--- Required work ---
Lines in the following data that contain the string "Delaware" are to be counted. Report only their number.
--- Exercise input ---
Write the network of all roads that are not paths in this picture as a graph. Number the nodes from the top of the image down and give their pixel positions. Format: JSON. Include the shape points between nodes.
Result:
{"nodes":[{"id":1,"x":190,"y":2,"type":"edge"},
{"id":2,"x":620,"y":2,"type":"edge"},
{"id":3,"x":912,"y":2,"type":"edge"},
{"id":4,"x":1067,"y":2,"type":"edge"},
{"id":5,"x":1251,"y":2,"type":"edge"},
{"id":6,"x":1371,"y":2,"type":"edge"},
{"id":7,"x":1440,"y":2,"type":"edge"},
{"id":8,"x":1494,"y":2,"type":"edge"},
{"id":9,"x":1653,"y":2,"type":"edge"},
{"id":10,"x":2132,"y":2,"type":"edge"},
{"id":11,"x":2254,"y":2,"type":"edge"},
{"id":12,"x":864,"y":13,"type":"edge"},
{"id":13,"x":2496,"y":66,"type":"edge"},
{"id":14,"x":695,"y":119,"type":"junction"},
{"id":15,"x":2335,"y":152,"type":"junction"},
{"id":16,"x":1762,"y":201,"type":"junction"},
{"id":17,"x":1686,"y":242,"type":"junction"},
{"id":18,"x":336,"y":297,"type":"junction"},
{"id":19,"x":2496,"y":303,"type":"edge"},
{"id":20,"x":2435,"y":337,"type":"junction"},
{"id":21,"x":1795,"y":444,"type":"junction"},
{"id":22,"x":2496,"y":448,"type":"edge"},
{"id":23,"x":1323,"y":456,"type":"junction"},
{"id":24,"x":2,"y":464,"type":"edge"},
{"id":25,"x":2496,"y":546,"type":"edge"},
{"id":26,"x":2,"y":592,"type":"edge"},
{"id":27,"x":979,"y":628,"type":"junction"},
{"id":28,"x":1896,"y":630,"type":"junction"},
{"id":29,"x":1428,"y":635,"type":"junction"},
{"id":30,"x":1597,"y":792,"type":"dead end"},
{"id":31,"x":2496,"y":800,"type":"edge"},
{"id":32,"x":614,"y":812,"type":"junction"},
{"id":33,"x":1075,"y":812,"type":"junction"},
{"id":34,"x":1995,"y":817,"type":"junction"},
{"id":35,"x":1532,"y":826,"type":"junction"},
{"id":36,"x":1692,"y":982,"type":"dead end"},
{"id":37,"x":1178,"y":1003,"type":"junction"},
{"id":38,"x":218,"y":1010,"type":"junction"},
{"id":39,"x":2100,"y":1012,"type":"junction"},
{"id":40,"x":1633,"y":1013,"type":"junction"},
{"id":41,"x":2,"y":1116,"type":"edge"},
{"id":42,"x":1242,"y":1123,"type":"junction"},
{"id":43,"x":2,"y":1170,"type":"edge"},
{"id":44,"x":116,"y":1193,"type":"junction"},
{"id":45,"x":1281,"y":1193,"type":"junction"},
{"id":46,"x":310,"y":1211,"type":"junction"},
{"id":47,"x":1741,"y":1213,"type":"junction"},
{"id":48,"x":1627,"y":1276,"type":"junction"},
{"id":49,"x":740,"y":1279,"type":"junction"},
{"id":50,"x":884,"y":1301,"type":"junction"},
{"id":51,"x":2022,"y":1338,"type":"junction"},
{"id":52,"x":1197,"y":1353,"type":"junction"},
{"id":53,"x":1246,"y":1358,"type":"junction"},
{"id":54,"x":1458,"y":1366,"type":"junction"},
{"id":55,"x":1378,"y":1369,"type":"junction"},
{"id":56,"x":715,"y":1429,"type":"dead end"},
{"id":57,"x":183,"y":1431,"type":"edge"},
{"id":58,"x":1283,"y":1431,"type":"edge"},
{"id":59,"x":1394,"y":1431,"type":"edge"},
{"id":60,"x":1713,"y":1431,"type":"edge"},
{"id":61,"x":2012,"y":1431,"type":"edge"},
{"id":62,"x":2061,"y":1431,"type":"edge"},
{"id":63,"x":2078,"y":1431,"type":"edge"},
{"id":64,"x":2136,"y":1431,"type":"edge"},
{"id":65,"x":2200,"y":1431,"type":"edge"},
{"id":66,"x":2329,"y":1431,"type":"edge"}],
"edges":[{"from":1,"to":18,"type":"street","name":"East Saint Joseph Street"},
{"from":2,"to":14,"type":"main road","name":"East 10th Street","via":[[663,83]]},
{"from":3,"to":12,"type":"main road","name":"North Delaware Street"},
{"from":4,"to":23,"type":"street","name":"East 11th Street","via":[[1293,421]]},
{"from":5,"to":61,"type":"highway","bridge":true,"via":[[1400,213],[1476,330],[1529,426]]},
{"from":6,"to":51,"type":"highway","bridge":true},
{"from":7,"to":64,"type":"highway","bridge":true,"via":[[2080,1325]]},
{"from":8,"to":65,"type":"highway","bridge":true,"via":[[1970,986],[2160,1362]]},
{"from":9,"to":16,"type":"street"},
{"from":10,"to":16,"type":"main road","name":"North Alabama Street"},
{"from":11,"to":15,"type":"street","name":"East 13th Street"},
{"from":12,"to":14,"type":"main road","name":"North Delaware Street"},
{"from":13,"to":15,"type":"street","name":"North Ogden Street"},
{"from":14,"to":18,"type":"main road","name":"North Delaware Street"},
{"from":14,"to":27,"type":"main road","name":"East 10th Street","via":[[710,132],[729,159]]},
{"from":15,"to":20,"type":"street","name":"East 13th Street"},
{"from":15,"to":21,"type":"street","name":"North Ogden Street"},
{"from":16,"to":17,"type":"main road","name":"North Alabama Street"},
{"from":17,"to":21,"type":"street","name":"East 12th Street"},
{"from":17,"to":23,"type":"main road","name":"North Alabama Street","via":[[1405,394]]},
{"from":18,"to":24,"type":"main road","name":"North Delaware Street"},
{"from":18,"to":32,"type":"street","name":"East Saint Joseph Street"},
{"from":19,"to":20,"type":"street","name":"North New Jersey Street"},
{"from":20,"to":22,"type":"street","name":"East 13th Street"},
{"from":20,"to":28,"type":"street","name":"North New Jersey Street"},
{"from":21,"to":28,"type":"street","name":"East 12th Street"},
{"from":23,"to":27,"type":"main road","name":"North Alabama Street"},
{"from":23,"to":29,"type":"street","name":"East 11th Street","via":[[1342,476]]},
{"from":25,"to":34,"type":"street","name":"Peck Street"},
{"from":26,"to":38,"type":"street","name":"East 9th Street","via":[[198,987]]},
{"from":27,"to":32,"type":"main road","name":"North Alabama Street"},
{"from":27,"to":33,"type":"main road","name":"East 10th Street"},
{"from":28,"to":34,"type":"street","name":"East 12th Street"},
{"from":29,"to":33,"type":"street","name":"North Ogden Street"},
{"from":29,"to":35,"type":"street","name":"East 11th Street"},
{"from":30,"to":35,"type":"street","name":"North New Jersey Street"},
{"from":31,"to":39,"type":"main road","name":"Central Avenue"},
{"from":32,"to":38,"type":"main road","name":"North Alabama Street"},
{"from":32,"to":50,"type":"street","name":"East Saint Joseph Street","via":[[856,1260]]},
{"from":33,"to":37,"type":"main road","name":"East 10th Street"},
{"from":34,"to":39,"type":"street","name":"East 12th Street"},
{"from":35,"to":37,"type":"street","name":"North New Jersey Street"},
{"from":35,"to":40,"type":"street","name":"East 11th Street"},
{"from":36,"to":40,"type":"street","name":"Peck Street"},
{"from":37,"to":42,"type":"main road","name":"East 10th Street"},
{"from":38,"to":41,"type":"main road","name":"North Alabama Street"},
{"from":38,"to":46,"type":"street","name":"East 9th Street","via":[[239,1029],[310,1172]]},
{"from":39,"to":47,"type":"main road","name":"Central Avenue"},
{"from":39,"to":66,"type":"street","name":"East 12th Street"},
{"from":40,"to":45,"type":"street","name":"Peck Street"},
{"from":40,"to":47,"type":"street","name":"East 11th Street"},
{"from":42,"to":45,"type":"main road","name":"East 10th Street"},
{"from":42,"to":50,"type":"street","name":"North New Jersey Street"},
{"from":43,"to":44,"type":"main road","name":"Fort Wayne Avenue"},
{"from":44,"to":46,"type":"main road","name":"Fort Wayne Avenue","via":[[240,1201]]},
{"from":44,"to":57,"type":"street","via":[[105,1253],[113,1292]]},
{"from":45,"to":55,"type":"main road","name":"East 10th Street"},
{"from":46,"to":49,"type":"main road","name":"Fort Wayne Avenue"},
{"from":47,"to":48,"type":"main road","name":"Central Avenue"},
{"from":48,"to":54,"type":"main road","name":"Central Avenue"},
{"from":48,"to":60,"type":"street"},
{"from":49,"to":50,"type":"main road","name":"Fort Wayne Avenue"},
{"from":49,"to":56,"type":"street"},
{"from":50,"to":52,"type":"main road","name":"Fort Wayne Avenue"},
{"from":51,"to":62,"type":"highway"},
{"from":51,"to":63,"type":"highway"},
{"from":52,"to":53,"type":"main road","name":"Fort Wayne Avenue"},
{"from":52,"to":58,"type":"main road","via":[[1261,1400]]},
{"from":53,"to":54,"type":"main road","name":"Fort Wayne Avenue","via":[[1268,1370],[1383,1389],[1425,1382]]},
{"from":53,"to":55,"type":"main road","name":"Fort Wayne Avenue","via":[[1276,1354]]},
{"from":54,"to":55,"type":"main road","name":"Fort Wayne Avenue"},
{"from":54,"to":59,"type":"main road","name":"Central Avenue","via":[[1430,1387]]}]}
---
--- Solution to this exercise ---
4